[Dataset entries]
********
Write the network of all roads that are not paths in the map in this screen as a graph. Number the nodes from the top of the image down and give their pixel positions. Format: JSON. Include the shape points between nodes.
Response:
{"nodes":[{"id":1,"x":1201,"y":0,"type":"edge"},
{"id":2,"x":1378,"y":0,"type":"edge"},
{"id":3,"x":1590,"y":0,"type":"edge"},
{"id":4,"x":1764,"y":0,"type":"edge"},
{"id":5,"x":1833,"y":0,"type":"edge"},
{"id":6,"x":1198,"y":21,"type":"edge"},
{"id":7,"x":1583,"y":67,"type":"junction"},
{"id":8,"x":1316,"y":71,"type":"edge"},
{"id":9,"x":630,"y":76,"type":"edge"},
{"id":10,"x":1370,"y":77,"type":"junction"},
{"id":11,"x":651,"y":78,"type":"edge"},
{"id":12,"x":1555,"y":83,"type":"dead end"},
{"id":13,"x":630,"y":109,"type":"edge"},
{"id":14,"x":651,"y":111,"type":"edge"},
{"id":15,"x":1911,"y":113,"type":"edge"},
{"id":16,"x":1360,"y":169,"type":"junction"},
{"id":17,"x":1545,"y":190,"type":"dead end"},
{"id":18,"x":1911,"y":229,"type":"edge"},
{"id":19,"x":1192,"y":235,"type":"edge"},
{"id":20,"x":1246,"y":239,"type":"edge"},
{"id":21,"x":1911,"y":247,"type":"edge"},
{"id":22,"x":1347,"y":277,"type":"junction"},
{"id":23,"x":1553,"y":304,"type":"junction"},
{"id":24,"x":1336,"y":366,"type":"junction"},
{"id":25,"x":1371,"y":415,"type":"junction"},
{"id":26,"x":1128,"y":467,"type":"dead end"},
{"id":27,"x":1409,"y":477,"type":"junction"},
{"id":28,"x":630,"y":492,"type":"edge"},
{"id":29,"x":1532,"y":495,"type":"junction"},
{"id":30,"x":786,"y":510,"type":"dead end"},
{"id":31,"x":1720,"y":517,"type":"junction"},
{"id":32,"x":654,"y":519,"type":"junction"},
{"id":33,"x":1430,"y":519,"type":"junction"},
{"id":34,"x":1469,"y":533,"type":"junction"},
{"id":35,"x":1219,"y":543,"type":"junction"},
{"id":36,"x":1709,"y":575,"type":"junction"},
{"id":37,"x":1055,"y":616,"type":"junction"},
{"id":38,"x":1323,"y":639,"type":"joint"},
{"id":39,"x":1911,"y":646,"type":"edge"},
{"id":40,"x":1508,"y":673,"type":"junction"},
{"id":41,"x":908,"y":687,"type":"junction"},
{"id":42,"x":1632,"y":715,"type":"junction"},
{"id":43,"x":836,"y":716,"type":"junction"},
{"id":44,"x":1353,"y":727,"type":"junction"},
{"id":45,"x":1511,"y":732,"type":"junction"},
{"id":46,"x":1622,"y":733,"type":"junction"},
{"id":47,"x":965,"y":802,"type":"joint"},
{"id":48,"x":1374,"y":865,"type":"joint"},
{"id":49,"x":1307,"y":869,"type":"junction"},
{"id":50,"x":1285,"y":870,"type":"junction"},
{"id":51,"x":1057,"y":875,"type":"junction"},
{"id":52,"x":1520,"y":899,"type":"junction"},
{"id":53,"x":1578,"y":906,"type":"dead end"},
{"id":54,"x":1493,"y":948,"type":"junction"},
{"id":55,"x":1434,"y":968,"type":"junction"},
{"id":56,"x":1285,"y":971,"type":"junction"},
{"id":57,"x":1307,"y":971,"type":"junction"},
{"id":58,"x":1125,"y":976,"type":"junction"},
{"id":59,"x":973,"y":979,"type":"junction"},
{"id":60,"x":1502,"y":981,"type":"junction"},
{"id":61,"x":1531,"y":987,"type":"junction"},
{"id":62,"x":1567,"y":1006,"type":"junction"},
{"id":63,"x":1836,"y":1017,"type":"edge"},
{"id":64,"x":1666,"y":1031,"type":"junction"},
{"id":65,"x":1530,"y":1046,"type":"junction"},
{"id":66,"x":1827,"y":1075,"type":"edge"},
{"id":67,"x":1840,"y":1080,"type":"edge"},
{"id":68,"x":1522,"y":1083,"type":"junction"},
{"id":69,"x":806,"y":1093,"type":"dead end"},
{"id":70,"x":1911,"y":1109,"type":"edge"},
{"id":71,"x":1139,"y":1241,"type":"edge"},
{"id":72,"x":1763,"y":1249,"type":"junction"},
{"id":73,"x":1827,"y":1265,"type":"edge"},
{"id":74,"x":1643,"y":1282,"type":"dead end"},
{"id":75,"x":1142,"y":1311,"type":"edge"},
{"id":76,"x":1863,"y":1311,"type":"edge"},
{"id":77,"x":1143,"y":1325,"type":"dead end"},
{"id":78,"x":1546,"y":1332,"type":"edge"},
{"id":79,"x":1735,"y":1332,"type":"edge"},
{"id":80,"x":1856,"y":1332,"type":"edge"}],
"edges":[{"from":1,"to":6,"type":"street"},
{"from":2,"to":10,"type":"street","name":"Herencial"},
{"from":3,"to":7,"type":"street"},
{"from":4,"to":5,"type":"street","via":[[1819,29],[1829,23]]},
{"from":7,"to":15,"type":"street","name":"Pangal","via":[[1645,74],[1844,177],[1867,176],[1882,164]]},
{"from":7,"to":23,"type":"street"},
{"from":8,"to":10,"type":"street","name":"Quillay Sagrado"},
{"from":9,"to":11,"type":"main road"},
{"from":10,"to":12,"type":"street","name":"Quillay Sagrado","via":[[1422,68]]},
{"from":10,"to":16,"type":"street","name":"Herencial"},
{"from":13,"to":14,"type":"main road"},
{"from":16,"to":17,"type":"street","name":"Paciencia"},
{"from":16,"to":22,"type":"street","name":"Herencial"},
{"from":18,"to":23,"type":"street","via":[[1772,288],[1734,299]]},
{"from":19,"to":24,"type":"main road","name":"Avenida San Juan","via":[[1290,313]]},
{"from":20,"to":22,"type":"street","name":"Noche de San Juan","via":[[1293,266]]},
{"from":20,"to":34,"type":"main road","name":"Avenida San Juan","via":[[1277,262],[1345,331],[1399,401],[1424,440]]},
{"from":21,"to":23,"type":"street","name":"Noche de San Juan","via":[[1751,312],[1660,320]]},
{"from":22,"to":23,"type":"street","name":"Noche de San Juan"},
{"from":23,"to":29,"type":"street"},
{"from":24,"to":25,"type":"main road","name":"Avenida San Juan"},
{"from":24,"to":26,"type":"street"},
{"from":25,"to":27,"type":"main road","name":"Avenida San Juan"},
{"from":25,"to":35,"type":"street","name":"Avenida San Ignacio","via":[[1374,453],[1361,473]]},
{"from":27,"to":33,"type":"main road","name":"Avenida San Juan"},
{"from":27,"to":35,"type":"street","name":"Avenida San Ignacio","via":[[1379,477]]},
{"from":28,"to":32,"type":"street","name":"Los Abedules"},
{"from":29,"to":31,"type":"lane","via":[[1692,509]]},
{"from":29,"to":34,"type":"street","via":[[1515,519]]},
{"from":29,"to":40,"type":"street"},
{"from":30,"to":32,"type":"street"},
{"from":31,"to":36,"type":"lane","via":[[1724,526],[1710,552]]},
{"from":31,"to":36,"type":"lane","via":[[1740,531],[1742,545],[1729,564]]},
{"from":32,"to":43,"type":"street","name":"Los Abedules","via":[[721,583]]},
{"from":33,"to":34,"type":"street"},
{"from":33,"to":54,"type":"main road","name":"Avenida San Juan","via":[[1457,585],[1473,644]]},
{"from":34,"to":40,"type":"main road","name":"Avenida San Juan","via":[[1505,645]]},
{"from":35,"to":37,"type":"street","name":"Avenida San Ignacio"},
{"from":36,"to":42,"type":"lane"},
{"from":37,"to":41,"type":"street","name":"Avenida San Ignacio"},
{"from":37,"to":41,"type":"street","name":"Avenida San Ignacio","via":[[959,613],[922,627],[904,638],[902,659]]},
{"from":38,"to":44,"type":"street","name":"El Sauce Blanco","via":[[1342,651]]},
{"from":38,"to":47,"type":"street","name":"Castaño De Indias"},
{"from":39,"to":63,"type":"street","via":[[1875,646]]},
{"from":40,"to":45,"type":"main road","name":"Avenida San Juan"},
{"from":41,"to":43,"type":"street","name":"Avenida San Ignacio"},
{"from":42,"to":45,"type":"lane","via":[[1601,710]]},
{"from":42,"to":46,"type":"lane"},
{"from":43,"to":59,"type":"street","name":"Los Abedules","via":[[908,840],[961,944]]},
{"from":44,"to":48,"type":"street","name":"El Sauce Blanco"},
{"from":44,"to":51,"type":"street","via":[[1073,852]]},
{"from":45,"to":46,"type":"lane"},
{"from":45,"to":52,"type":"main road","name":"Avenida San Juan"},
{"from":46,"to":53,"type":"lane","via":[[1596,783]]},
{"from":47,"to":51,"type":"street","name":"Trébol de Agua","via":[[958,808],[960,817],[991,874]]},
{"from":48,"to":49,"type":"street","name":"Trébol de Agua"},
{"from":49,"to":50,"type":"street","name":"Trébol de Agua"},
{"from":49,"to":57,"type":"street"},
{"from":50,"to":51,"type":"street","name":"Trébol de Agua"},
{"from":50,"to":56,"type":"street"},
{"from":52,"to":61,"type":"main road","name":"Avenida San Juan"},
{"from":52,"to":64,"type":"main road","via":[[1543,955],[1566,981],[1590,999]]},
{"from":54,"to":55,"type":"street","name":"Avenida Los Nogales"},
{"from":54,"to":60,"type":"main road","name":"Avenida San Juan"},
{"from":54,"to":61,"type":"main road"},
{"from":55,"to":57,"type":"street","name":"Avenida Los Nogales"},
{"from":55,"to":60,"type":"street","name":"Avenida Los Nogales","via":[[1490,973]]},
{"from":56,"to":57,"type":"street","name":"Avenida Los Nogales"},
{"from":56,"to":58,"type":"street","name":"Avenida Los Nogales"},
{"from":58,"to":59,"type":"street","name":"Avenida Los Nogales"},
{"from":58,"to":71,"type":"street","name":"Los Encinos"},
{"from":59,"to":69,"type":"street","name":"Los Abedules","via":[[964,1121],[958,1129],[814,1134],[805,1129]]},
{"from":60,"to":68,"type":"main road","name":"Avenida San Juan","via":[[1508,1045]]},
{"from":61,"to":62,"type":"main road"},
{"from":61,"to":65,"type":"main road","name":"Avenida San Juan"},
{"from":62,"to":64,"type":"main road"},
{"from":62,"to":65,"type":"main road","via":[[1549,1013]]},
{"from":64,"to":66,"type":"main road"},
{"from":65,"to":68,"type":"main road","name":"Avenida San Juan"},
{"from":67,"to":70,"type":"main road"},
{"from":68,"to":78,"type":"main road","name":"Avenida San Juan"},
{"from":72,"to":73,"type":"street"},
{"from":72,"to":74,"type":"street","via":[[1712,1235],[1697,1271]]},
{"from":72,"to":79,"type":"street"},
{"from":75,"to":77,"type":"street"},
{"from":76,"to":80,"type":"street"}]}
********
WHAT TO WORK ON: Starting from the data above, filter for lines with "Herencial" and copy each one.

RESULT:
{"from":2,"to":10,"type":"street","name":"Herencial"},
{"from":10,"to":16,"type":"street","name":"Herencial"},
{"from":16,"to":22,"type":"street","name":"Herencial"},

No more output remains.